1868 Vereinsthaler (XXX Ein Pfund Fein) obverse
Obverse · PCGS
1868 Vereinsthaler (XXX Ein Pfund Fein) reverse
Reverse
Hall of Fame

1868 Vereinsthaler (XXX Ein Pfund Fein)

Germany

Finest-certified PCGS MS-66 PL of a tiny-state Vereinsthaler - and a textbook case of the proof vs. prooflike debate that haunts pre-unification German coinage.

Metal
Silver
Mint
Berlin (A)
Grade
PCGS MS-66 PL · Prooflike - Finest Certified at PCGS
Cert #
43905187
Full attribution & era
Era: German Confederation · last years of Reuss-Obergreiz before 1871 unification under Prussia
Country: Germany - Principality of Reuss-Obergreiz (Heinrich XXII)
Denomination: Vereinsthaler (XXX Ein Pfund Fein)
The Story

The history behind the coin.

The Principality of Reuss-Obergreiz was one of the smallest of the German states - a postage-stamp principality in Thuringia ruled, by tradition, by men named Heinrich and numbered consecutively. By 1868 the ruler was Heinrich XXII, and the Vereinsthaler standard ("XXX Ein Pfund Fein" - 30 to a pound of fine silver) was the common silver currency of the German Confederation in its final years before Bismarck's 1871 unification under Prussia.

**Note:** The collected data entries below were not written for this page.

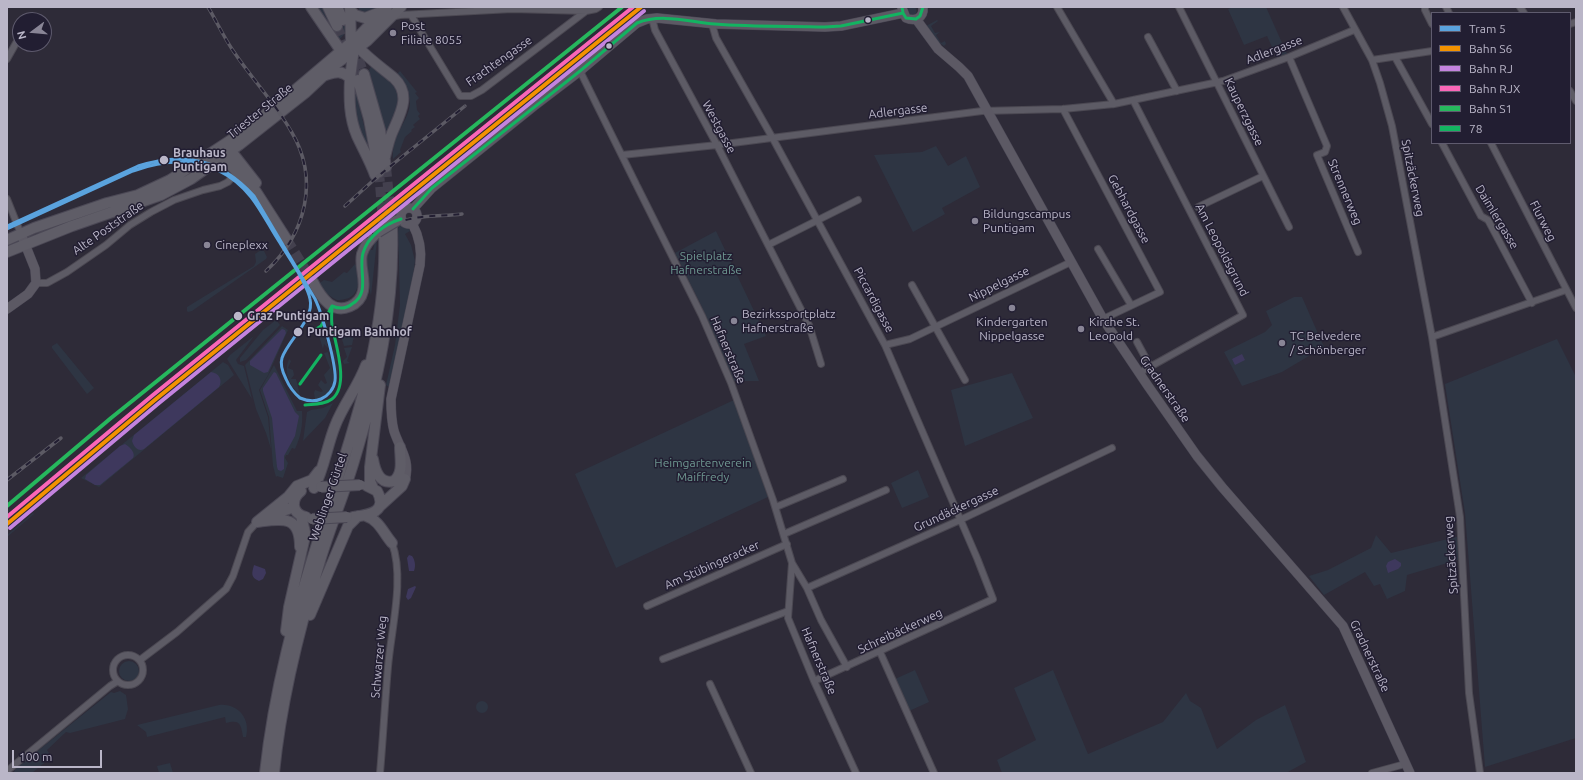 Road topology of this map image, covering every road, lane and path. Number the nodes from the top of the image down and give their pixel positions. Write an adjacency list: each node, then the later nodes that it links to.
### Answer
1 (311, 7): 22 (main road)
2 (328, 7): 3 (main road)
3 (337, 7)
4 (401, 7): 14 (main road, Triester Straße)
5 (599, 7): 13 (street)
6 (923, 7): 17 (street)
7 (1057, 7): 35 (street)
8 (1179, 7): 32 (street, Kauperzgasse)
9 (1343, 7): 20 (street, Spitzäckerweg)
10 (1425, 7): 18 (street)
11 (351, 9): 14 (main road); 22 (main road)
12 (902, 10): 17 (street); 19 (street)
13 (586, 11): 15 (street); 15 (street, Frachtengasse)
14 (387, 12): 15 (street); 22 (main road, Triester Straße); 22 (main road, Triester Straße)
15 (411, 15)
16 (652, 18): 19 (street); 29 (street); 42 (street, Westgasse)
17 (916, 19): 37 (street, Gradnerstraße)
18 (1431, 22)
19 (712, 24): 39 (street, Piccardigasse)
20 (1354, 30): 25 (street, Adlergasse); 28 (street, Spitzäckerweg)
21 (1148, 37): 33 (street)
22 (351, 48): 30 (main road, Triester Straße); 31 (main road); 43 (main road, Triester Straße); 46 (main road)
23 (12, 50): 27 (street)
24 (1431, 51): 26 (street)
25 (1289, 57): 32 (street, Adlergasse); 65 (street, Strennerweg)
26 (1395, 58): 28 (street); 38 (street)
27 (7, 59)
28 (1372, 60): 78 (street, Spitzäckerweg)
29 (580, 71): 45 (street, Hafnerstraße); 52 (street)
30 (326, 75): 31 (main road); 44 (main road, Triester Straße)
31 (357, 77): 46 (main road); 46 (main road); 46 (main road)
32 (1217, 83): 33 (street, Adlergasse); 48 (street, Kauperzgasse)
33 (1177, 91): 34 (street, Adlergasse)
34 (1133, 100): 35 (street, Adlergasse); 83 (street, Am Leopoldsgrund)
35 (1114, 104): 36 (street, Adlergasse)
36 (1063, 109): 37 (street, Adlergasse); 72 (street, Gebhardgasse)
37 (987, 111): 39 (street, Adlergasse); 66 (street, Gradnerstraße)
38 (1431, 122)
39 (772, 137): 42 (street, Adlergasse); 53 (street, Piccardigasse)
40 (1443, 144): 71 (street, Daimlergasse)
41 (1492, 144): 70 (street, Flurweg)
42 (717, 145): 45 (street, Adlergasse); 62 (street, Westgasse)
43 (218, 147): 44 (main road); 58 (main road, Triester Straße)
44 (227, 154): 47 (main road); 57 (main road); 61 (main road, Triester Straße)
45 (622, 156): 96 (street, Hafnerstraße)
46 (381, 168)
47 (235, 170): 57 (main road); 68 (street, Alte Poststraße)
48 (1263, 176): 51 (street); 56 (street, Kauperzgasse)
49 (7, 200): 58 (street)
50 (858, 200): 53 (street)
51 (1198, 207)
52 (413, 209): 54 (street); 55 (street)
53 (818, 220): 62 (street); 80 (street, Piccardigasse)
54 (412, 223): 55 (street); 86 (street)
55 (391, 226): 67 (main road); 77 (main road, Weblinger Gürtel); 81 (main road, Weblinger Gürtel)
56 (1289, 227)
57 (281, 229): 60 (main road)
58 (21, 234): 59 (main road, Triester Straße); 61 (street)
59 (7, 240)
60 (287, 240)
61 (25, 244): 64 (main road, Triester Straße); 68 (street)
62 (768, 245): 82 (street, Westgasse)
63 (1098, 249): 72 (street)
64 (7, 252)
65 (1358, 252)
66 (1071, 262): 75 (street, Gradnerstraße); 76 (street, Nippelgasse)
67 (313, 282)
68 (36, 283): 74 (street)
69 (912, 285): 76 (street)
70 (1566, 290): 71 (street); 73 (street, Flurweg)
71 (1532, 303): 78 (street)
72 (1131, 305): 75 (street, Gebhardgasse)
73 (1576, 308)
74 (7, 309)
75 (1103, 319): 84 (street, Gradnerstraße)
76 (936, 327): 80 (street, Nippelgasse); 85 (street)
77 (378, 328): 89 (main road); 119 (main road, Weblinger Gürtel)
78 (1432, 337): 130 (street, Spitzäckerweg)
79 (1137, 342): 83 (street)
80 (885, 345): 100 (street, Piccardigasse)
81 (380, 362): 88 (main road); 112 (main road, Weblinger Gürtel)
82 (821, 364)
83 (1150, 366): 84 (street, Am Leopoldsgrund)
84 (1139, 372): 120 (street, Gradnerstraße)
85 (965, 380)
86 (400, 447): 88 (main road); 90 (street)
87 (1112, 448): 100 (street, Grundäckergasse)
88 (372, 455): 93 (main road)
89 (323, 462): 92 (main road); 101 (main road)
90 (405, 479): 93 (main road); 97 (main road)
91 (843, 479): 96 (street)
92 (317, 488): 93 (main road, bridge); 95 (main road)
93 (375, 490): 97 (main road)
94 (886, 490): 102 (street)
95 (294, 507): 98 (main road); 101 (main road)
96 (776, 507): 102 (street, Hafnerstraße)
97 (378, 508): 99 (main road); 103 (main road)
98 (301, 516): 99 (main road, bridge); 105 (main road)
99 (362, 516): 103 (main road); 112 (main road)
100 (960, 520): 107 (street, Grundäckergasse); 108 (street, Piccardigasse)
101 (257, 522): 105 (main road); 114 (street)
102 (784, 534): 104 (street, Hafnerstraße)
103 (392, 543): 124 (street, Schwarzer Weg)
104 (787, 544): 106 (street, Hafnerstraße); 109 (street, Am Stübingeracker)
105 (300, 559): 119 (main road)
106 (792, 563): 107 (street); 110 (street, Hafnerstraße)
107 (807, 588): 115 (street)
108 (993, 599): 111 (street, Schreibäckerweg)
109 (647, 606)
110 (788, 611): 113 (street); 117 (street, Hafnerstraße)
111 (880, 652): 115 (street, Schreibäckerweg); 127 (street)
112 (294, 659): 123 (main road, Weblinger Gürtel)
113 (663, 659)
114 (140, 660): 116 (street); 116 (street)
115 (847, 667): 117 (street, Schreibäckerweg)
116 (118, 681): 121 (street)
117 (814, 681): 126 (street, Hafnerstraße)
118 (710, 684): 125 (street)
119 (276, 696): 122 (main road, Weblinger Gürtel)
120 (1405, 764): 128 (street); 129 (street, Gradnerstraße)
121 (7, 771)
122 (265, 773)
123 (274, 773)
124 (380, 773)
125 (751, 773)
126 (856, 773)
127 (934, 773)
128 (1372, 773)
129 (1410, 773)
130 (1480, 773)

This piece, struck at the Berlin mint (A), is the finest example certified at PCGS - MS-66 PL. The obverse carries the bare-headed bust of Heinrich XXII with the legend HEINRICH XXII V.G.G. ALT. L. SOUV. FÜRST REUSS ("by the Grace of God, Senior Line Sovereign Prince of Reuss"); the reverse shows the crowned Reuss arms on a draped mantle, surrounded by VEREINSTHALER · XXX EIN PFUND FEIN · 1868.

The coin sits squarely on the line of an old numismatic argument: is it a proof, or only "prooflike"? Small German states before unification routinely used a single pair of dies first to strike a handful of true presentation pieces - mirror fields, frosted devices, for the prince's own cabinet, for visiting dignitaries, for diplomatic gifts - and then used those very same dies to strike circulation Vereinsthalers until they wore out. The first strikes are unmistakably proof; the last strikes are unmistakably business; somewhere in between the line is genuinely undefined.

There is no objective "correct" answer to where proof striking ends and mint state begins on these issues - it is one of the legitimately subjective calls in numismatics. Personally I would call this coin a Proof with a Cameo designation; PCGS has called it Prooflike. Either way, MS-66 PL is the top of the population, and the deeply mirrored fields with frosted, cameo-like portrait speak for themselves.

Citations
  • Krause-Mishler - Standard Catalog of German Coins (KM-117 / AKS-25 / Thun-292).
  • Davenport - German Talers Since 1800 (Dav-800).
  • Jaeger - Die Deutschen Münzen seit 1871 (predecessor catalogue, Reuss-Obergreiz section).
  • PCGS Cert #43905187 - Finest Certified at PCGS in MS-66 PL.